Les Don Quichotte du Trail ?

Dernière mise à jour : 1 mars 2021



Au-delà d’une certaine recherche du mieux être et de sa santé, la volonté de Running Renaissance est de faire se questionner les acteurs de la course à pied hors stade sur le devenir de ses pratiques.


C’est pourquoi nous initions une vaste réflexion sur ce sujet, afin de déambuler de manière consciente entre la carte et le territoire de notre pratique du running.


Trail Fiction : "Arrête toi si tu peux !"

Notre conscience se donne à voir une myriade de significations subjectives, et c’est tout à fait normal. Car ces significations sont le fruit de notre interprétation du monde de la course à pied et de nous-mêmes, des significations auxquelles nous croyons et revendiquons avec plus ou moins de force.


Comme par exemple celle d’une pratique en Trail qui serait plus écologique et donc militante, mais parfois contradictoire avec la consommation de matériels, d’aliments énergétiques et de voyages sur des compétitions.


On pourrait appeler cette nouvelle pratique le « Trail fiction », non pour signifier que cette pratique soit inexacte mais pour souligner une raison d’être qui puisse faire sens à nos yeux. De nous satisfaire en quelque sorte de renouer avec le sens originel de notre pratique.

En effet si nous continuons à vivre sur le modèle purement économique et consumériste, toujours plus vite, toujours plus au-dessus de nos moyens, les ressources naturelles de la Terre seront complètement épuisées dans un siècle. L’élévation du niveau des océans oscillera entre 1 et 7 mètres (voir plus) et entraînera des déplacements gigantesques de population, des épidémies fulgurantes. Sans compter qu’environ un million d’espèces animales seront menacées d’extinction. Nous vivons désormais à crédit sur notre planète.


Dans ce contexte ou nous sommes placés face à une échéance fatale, et sans faire de catastrophisme, certaines minorités deviennent plus revendicatives.


C’est le cas de la grande famille du Trail qui revendique une civilisation moins individualiste et moins consumériste.


Récemment donc, certains grands champions en Trail comme Kilian Jornet, ou Xavier Thevenard souhaitent éveiller les consciences collectives. Et ils prennent pour cela des décisions très fortes comme celles de réduire leurs voyages aériens afin de diminuer leur bilan carbone.


Et ils vont même au-delà, car en tant qu’ambassadeurs d’un mouvement éco-responsable en Trail, ils souhaitent créer des outils et des interfaces pour rassembler les acteurs en lançant un véritable « appel à l’action » comme par exemple :

  • La charte Outdoor Friendly : Cette charte a pour but de promouvoir une pratique plus durable des sports de plein air, en se concentrant sur l'impact de ses différents acteurs.
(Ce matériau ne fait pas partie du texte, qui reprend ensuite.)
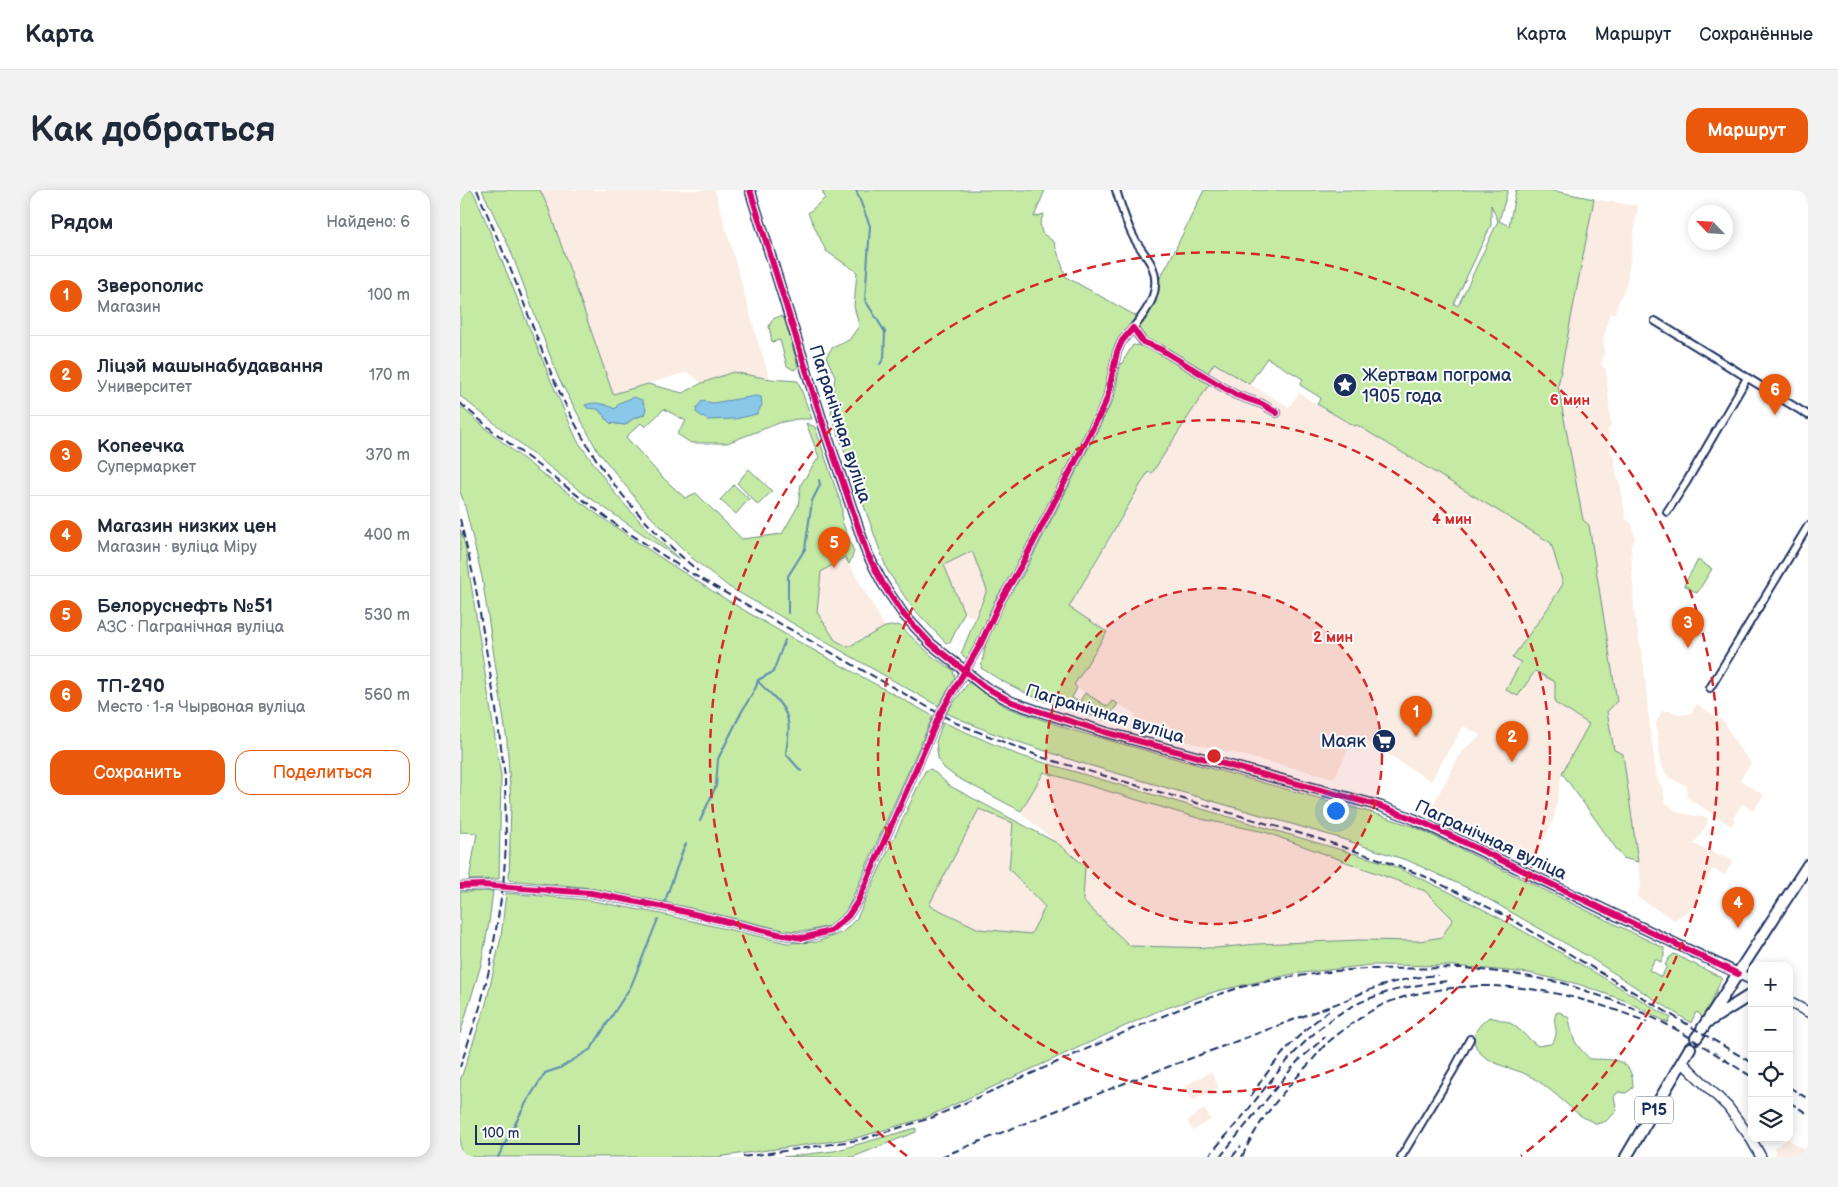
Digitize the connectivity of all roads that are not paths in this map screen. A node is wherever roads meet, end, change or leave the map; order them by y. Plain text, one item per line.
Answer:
1 (750, 190) edge
2 (1116, 190) edge
3 (1655, 321) dead end
4 (1133, 328) junction
5 (1746, 378) junction
6 (1277, 413) dead end
7 (1808, 415) edge
8 (1667, 512) dead end
9 (1808, 526) edge
10 (965, 672) junction
11 (1710, 688) dead end
12 (1808, 865) edge
13 (460, 886) edge
14 (1738, 974) junction
15 (1748, 978) edge
16 (1748, 997) edge
17 (1793, 1004) edge
18 (1808, 1012) edge
19 (1470, 1039) dead end
20 (1690, 1048) dead end
21 (1682, 1062) junction
22 (1401, 1157) edge
23 (1626, 1157) edge
24 (1761, 1157) edge

1 - 10 street, Пагранічная вуліца
2 - 4 street
3 - 5 street
4 - 6 street
4 - 10 street
5 - 7 street
5 - 8 street
9 - 11 street
10 - 13 street
10 - 14 street, Пагранічная вуліца
12 - 14 main road
14 - 15 street, Пагранічная вуліца
14 - 16 main road
17 - 18 street
19 - 22 street
20 - 21 main road, Р15
21 - 23 main road, Р15
21 - 24 street

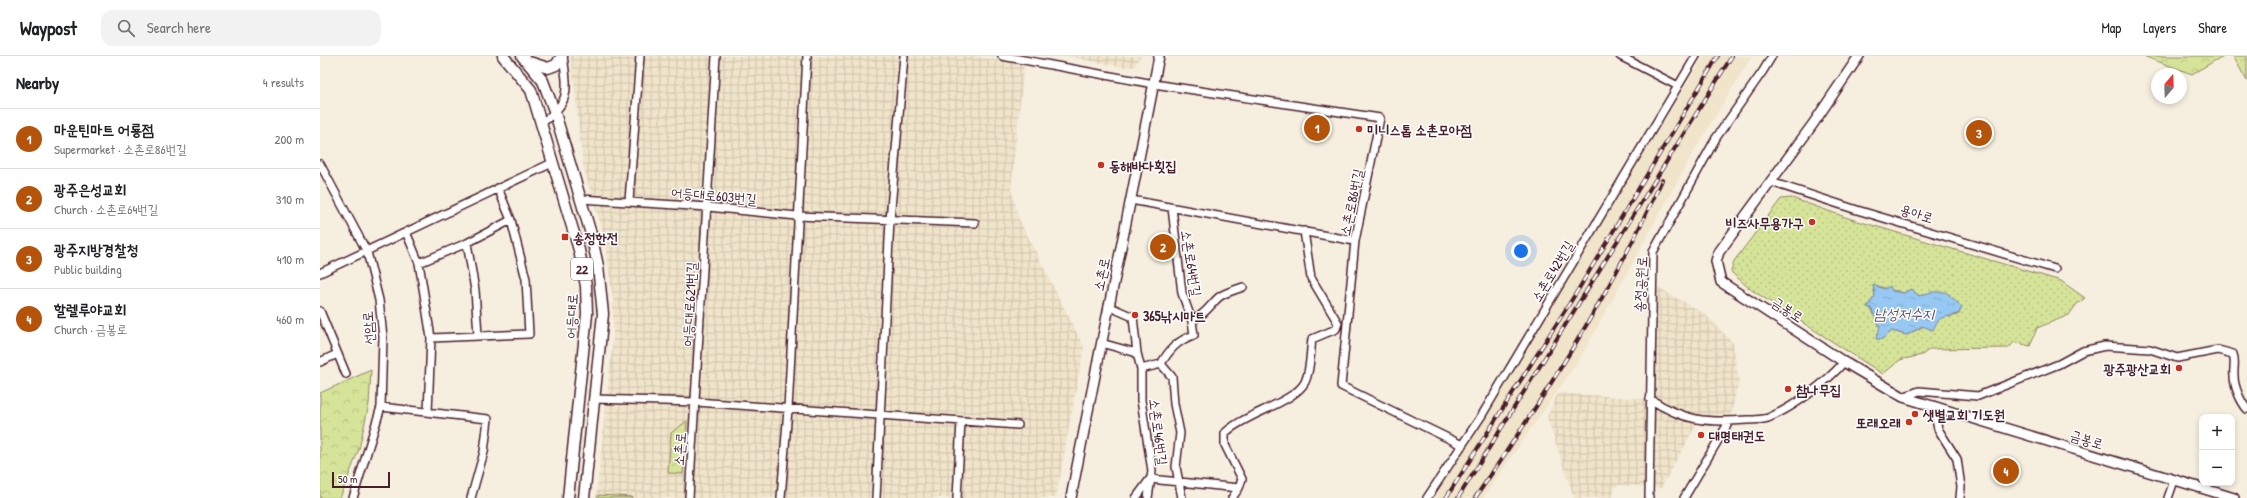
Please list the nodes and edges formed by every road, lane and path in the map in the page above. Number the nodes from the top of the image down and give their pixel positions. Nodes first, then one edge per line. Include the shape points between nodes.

Ces objectifs visent notamment la pollution générée par les sports de plein air, les gaz à effet de serre émis, une meilleure gestion des ressources naturelles, la préservation des terres et de la biodiversité, et le plaidoyer pour une société plus durable.
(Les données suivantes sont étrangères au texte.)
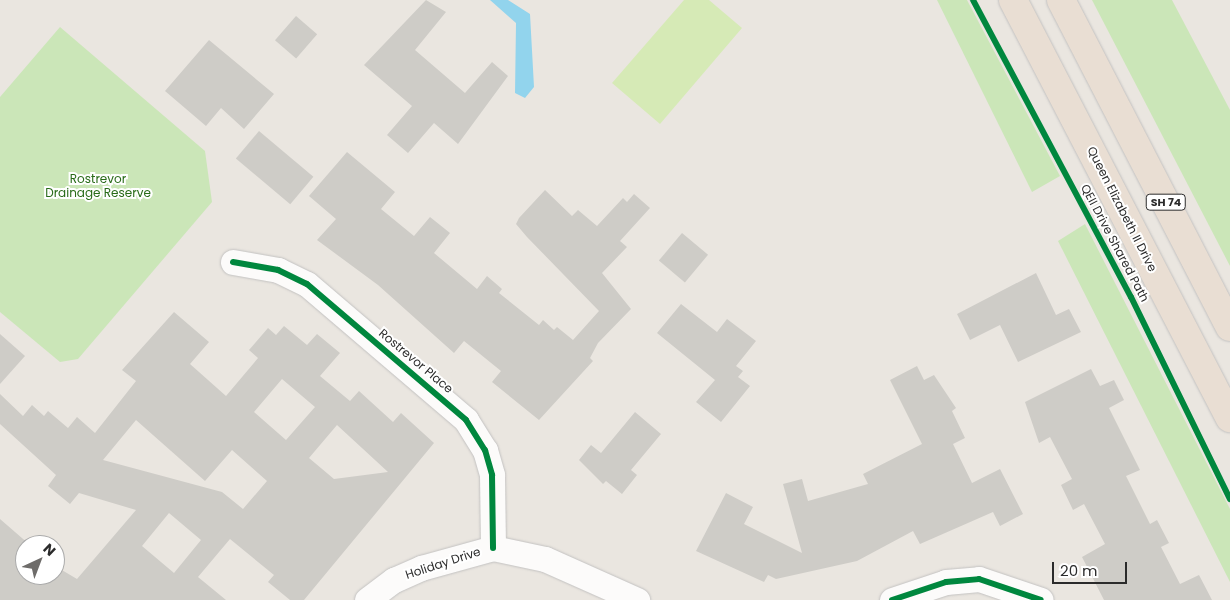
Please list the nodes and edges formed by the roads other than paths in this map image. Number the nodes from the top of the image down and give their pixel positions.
1 (1013, 0) edge
2 (1061, 0) edge
3 (233, 262) dead end
4 (1230, 327) edge
5 (1230, 418) edge
6 (494, 548) junction
7 (367, 600) edge
8 (637, 600) edge
9 (892, 600) edge
10 (1041, 600) edge

1 - 5 highway, Queen Elizabeth II Drive
2 - 4 highway, SH 74
3 - 6 street, Rostrevor Place
6 - 7 street, Holiday Drive
6 - 8 street, Holiday Drive
9 - 10 street

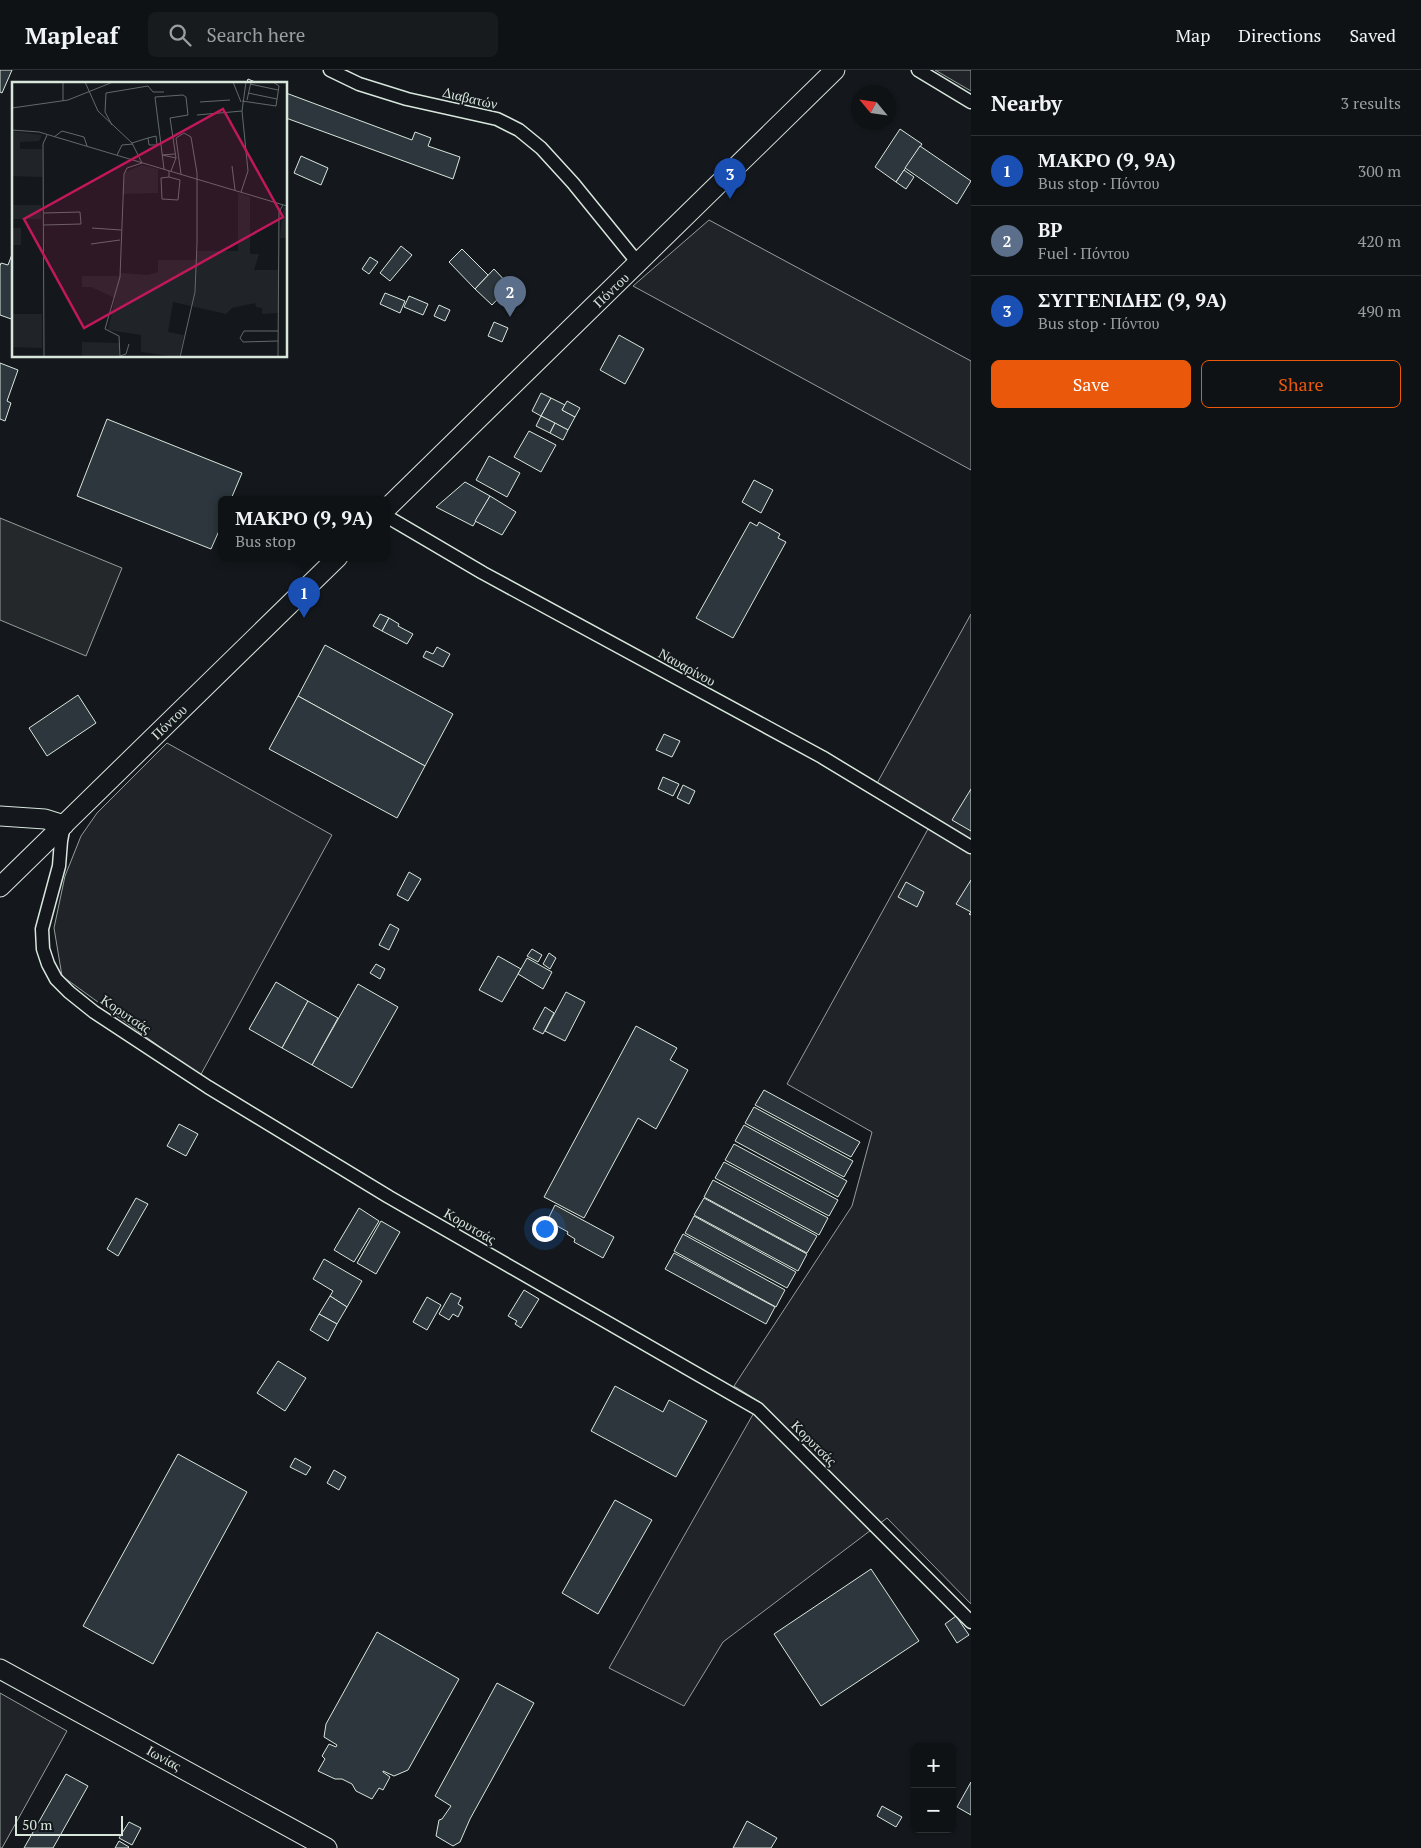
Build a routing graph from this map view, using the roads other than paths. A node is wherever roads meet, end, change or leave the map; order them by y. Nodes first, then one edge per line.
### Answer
1 (330, 70) edge
2 (835, 70) edge
3 (918, 70) edge
4 (971, 102) edge
5 (638, 263) junction
6 (390, 505) edge
7 (390, 518) edge
8 (334, 561) edge
9 (0, 816) edge
10 (64, 825) junction
11 (971, 847) edge
12 (0, 888) edge
13 (971, 1622) edge
14 (0, 1669) edge
15 (327, 1848) edge

1 - 5 street, Διαβατών
2 - 5 street, Πόντου
3 - 4 street
5 - 6 street, Πόντου
7 - 11 street, Ναυαρίνου
8 - 10 street, Πόντου
9 - 10 street
10 - 12 street, Πόντου
10 - 13 street, Κορυτσάς
14 - 15 street, Ιωνίας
  • La fondation Kilian Jornet : la mission de cette fondation est la préservation de la montagne et de son environnement.
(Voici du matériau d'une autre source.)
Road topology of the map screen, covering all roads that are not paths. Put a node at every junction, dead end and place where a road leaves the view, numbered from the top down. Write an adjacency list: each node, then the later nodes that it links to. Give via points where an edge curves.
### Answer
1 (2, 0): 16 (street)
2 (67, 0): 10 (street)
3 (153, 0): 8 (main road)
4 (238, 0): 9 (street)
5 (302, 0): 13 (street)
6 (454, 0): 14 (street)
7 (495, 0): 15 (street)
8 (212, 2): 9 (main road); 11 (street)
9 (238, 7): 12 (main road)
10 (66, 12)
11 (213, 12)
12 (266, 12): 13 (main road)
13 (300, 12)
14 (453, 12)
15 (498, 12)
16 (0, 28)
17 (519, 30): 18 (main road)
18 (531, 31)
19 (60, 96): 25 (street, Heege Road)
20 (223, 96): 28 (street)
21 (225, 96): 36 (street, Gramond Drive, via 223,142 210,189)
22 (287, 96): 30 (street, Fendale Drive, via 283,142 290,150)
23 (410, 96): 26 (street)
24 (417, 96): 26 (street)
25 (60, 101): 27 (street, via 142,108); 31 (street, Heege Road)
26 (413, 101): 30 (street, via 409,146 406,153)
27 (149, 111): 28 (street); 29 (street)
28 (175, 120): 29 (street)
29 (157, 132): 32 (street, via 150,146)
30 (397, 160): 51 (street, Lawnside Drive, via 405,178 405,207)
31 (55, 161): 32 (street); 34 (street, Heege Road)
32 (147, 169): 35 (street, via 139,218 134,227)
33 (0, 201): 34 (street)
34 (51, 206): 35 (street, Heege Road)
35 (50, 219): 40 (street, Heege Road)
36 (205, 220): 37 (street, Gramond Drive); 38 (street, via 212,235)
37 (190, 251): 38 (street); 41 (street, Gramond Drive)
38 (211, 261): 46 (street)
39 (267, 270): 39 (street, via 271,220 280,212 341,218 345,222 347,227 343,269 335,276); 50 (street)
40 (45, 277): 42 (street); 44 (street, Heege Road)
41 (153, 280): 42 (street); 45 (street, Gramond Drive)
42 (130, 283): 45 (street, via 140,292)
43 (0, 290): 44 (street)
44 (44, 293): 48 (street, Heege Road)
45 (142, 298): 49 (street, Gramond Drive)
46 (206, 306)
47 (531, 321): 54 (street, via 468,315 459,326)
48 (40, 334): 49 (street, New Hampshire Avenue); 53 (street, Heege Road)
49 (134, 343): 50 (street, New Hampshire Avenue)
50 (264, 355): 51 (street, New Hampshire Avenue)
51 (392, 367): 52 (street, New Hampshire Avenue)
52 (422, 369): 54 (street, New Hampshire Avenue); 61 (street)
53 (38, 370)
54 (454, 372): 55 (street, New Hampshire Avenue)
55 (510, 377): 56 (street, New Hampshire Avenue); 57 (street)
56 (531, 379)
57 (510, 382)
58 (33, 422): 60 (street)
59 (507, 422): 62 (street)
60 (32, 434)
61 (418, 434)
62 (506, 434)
Comme le cite le magazine Outside : « En prenant part à la fondation de Kilian Jornet, Xavier Thévenard et les autres acteurs du milieu – athlètes, marques, organisateurs d’événements et dirigeants des fédérations – espèrent sensibiliser le public sur les nouvelles pratiques des sports de plein air. Pour y parvenir, les membres de la Fondation ont élaboré une charte, et une liste de conseils à suivre pour réduire son impact sur l’environnement lorsque l’on pratique un sport en montagne. » 

“Puisqu’on est tous foutus, soyons frères."

Cette phrase d’Edgar Morin résume parfaitement la situation à laquelle nous devons réfléchir, car elle met en évidence notre absolu devoir de solidarité planétaire.


Cependant les mouvements écologiques ont tendance à être perçus par certains comme moralisateurs, catastrophiques.


En effet, il est difficile d’éprouver une angoisse existentielle face à la perspective de son propre anéantissement. C’est pourquoi et comme dernier recours l’homme se réfugie dans son confort personnel ou dans son groupe d’appartenance.


C’est en partie les résultats d’une thèse effectuée par Stan Streger en 2015 (de l’Université de Chicago) qui explique que confrontés à l’éventualité de la fin du monde, certains comportements deviennent compensatoires comme l’hyperconsommation, l’inflation de l’ego, le déni.


Il cite : « Pour surmonter cette anxiété, les personnes se tournent vers leur vision culturelle du monde pour renforcer leur estime de soi et apaiser la crise existentielle évoquée par la pensée de la mort. Bien que la théorie de la gestion de la terreur ait reçu un nombre impressionnant de soutiens empiriques depuis son introduction, elle a laissé une question particulière et importante sans réponse : pourquoi les humains craignent-ils la mort ? La théorie de la gestion de la terreur suppose simplement que les humains le font. L'une des raisons possibles de cette peur reflète le besoin humain d’appartenance ».


À l’extrême de ce sentiment d’appartenance existent les tenants de « l’effondrement », ou du « collapse », qui ont déjà leur nom, les collapsologues, dits plus familièrement les « collapsos » (1).


Il existe aussi le mouvement des « survivalistes », ceux qui anticipent une catastrophe totale imminente. Et qui pour s’y préparer, ont recours à des techniques qui vont consister essentiellement à se plonger en pleine nature, en essayant d’apprendre à survivre en dehors du confort, en dehors du monde urbain, et en se basant sur un mode de partage et de solidarité (mais en milieu très fermé).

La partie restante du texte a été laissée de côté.